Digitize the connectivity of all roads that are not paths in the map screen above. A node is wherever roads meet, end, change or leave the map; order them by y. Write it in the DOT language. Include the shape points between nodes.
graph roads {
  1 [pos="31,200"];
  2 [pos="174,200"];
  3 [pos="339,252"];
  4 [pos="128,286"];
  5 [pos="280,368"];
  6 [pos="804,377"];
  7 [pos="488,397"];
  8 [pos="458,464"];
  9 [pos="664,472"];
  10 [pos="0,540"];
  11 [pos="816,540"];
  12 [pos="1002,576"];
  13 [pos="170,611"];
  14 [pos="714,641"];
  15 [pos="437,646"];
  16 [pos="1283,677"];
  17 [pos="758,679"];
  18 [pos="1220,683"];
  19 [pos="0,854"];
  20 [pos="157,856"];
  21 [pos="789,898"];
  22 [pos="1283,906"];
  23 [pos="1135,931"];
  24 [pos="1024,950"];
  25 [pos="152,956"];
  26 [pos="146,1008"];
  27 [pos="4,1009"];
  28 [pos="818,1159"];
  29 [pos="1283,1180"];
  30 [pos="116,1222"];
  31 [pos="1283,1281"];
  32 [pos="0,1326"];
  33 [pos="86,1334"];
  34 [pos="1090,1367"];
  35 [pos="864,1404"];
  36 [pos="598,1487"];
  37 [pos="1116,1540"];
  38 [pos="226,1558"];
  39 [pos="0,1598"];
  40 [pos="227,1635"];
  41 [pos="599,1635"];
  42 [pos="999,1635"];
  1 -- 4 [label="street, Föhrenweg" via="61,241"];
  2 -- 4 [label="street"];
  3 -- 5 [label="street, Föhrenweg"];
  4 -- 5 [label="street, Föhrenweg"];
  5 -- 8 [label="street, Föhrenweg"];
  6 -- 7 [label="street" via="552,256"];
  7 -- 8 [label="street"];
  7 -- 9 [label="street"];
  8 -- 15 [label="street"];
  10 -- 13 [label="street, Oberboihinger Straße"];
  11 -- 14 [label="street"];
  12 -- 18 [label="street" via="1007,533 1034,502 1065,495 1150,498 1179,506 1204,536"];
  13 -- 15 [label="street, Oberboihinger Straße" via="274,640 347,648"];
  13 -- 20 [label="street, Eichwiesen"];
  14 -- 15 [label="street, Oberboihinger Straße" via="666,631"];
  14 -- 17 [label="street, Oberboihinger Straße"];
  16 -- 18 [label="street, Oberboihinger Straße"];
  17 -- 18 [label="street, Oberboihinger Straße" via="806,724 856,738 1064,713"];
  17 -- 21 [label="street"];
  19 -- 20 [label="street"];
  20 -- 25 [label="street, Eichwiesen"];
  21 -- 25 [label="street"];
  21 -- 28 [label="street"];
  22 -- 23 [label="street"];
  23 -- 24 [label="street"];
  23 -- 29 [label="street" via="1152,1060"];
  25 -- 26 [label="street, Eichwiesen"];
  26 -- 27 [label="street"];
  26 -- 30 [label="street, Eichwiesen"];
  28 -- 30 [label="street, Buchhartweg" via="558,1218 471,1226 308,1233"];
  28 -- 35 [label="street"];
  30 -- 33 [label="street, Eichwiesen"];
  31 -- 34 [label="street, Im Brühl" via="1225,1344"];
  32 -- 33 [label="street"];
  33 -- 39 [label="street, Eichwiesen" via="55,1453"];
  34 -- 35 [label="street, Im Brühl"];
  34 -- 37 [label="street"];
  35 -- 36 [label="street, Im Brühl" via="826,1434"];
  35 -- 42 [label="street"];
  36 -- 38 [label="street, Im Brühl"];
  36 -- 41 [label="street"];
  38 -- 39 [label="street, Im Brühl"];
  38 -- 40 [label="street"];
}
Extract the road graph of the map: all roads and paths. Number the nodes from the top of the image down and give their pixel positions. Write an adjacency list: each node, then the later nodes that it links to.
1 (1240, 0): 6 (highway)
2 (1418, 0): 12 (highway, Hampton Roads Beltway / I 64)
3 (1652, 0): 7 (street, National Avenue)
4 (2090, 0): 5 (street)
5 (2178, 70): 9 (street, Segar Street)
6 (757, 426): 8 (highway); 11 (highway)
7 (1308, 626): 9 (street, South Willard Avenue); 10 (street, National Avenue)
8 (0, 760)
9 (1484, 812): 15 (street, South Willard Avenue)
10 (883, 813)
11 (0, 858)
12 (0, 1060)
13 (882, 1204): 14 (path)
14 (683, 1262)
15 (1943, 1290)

···

- Problem details -
Your answer must be every line from the entries that contains the string "Eichwiesen", copied as it stands.

- Answer to this task -
  13 -- 20 [label="street, Eichwiesen"];
  20 -- 25 [label="street, Eichwiesen"];
  25 -- 26 [label="street, Eichwiesen"];
  26 -- 30 [label="street, Eichwiesen"];
  30 -- 33 [label="street, Eichwiesen"];
  33 -- 39 [label="street, Eichwiesen" via="55,1453"];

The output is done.